Elegant experiments have pinpointed how the pathogens enter seeds and where they are found in seed tissues, how the pathogens can be detected, and how to treat infested seed so as to eliminate the agents or reduce the risk of significant disease and resulting crop losses. The science of seed pathology also demonstrates how investigative methods can improve and change over time. At one time the detection of seedborne pathogens was completely dependent on the actual culturing and growing out of pathogens from infested seed.

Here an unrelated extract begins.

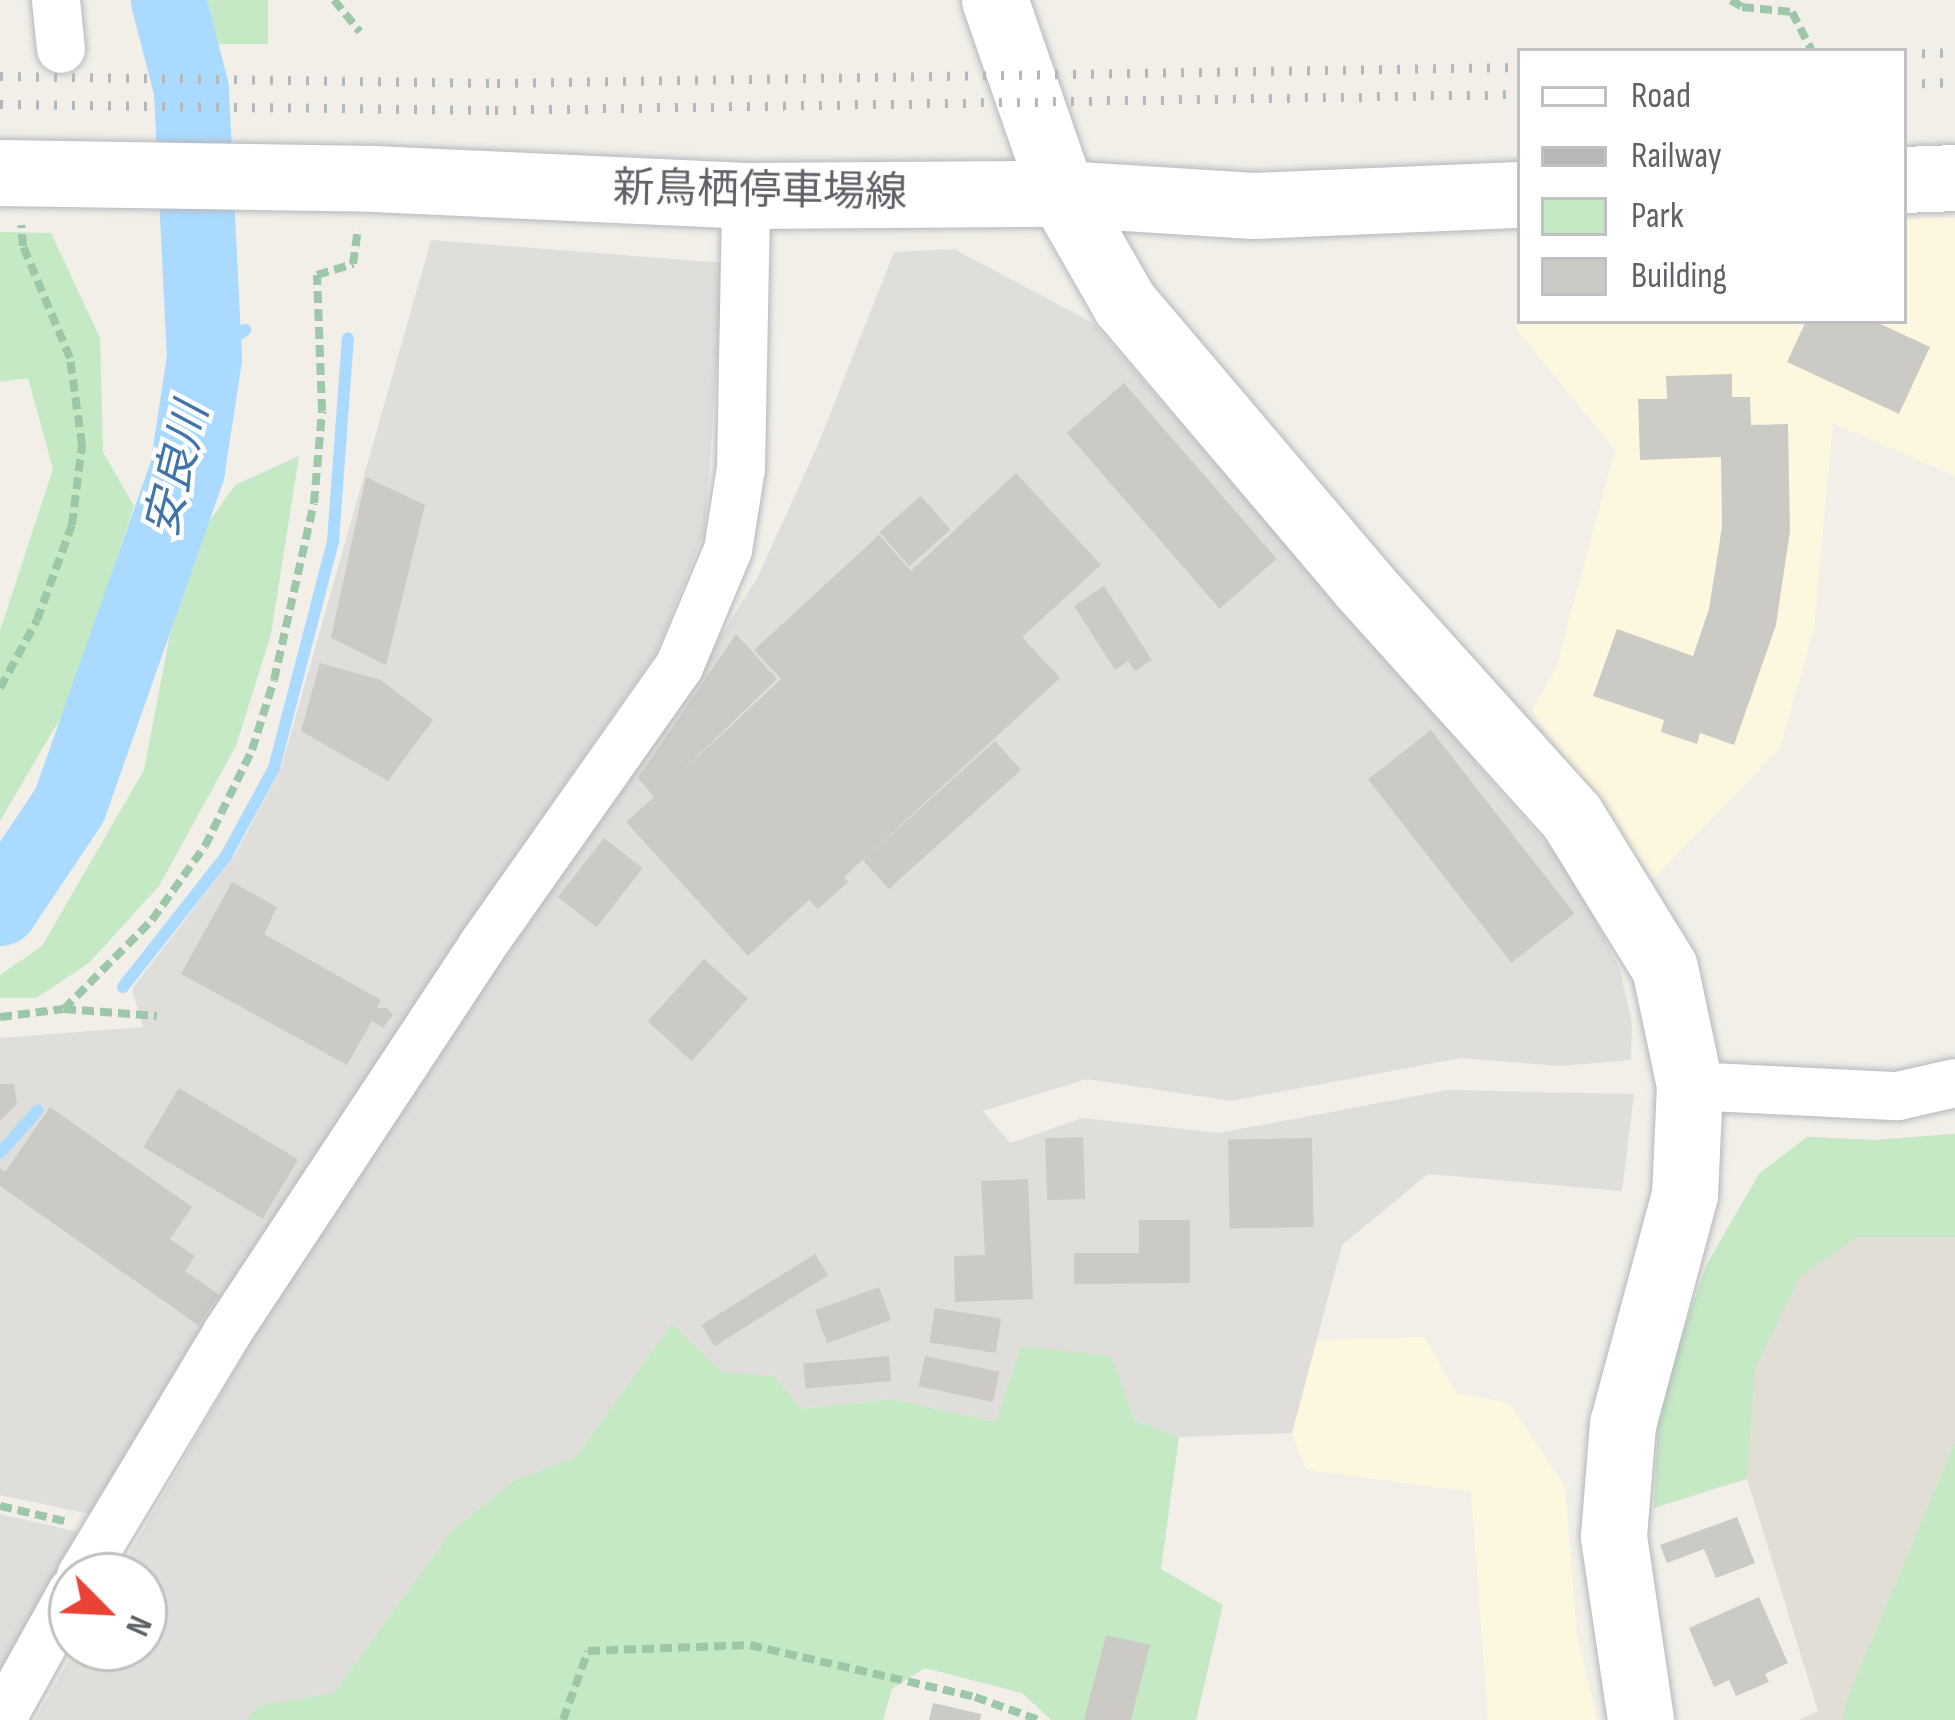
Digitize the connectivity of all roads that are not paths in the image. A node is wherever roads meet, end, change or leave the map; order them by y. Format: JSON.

Today, extremely sensitive, DNA-based molecular methods are often used to find these invisible hitchhikers that have attached themselves to seed. This and all technologies, however, are never perfect. Presently, most DNA based methods cannot differentiate DNA from live versus dead cells of a pathogen, which limits the utility of these assays, particularly for testing seeds that have been treated (with hot water or chemicals) so as to kill pathogens in and on the seed.

Safeguarding The Seed

Despite the success story of seed development, production, and handling to date, the seed world must continue to conduct research, search for new genetic resources, develop yet newer techniques, and deal with novel challenges as they appear. New diseases or new strains of pathogens periodically occur on crops, and in some cases these problems are found to be seedborne.

For example, in the past two years, two newly documented pathogens of parsley (Pseudomonas, Stemphylium) have been associated with seeds. A different, perplexing dilemma has recently implicated spinach seed.

While not causing a disease on spinach, the fungus Phomopsis has been detected on spinach seed by federal inspectors. This finding has created a complicated, controversial situation. The significance of the Phomopsis species, whether or not they cause disease on spinach or other crops, is undocumented. Yet, authorities have designated two species of this fungus as quarantine pests because these species apparently have not been detected in the U.S.

Rejection of spinach seed at U.S. ports of entry threatens to result in significant economic losses by seed companies and possible seed shortages for growers in California and elsewhere. This spinach Phomopsis case illustrates that our understanding of the seed world is not complete, and that more research is needed so that policies can be based on scientific information and findings.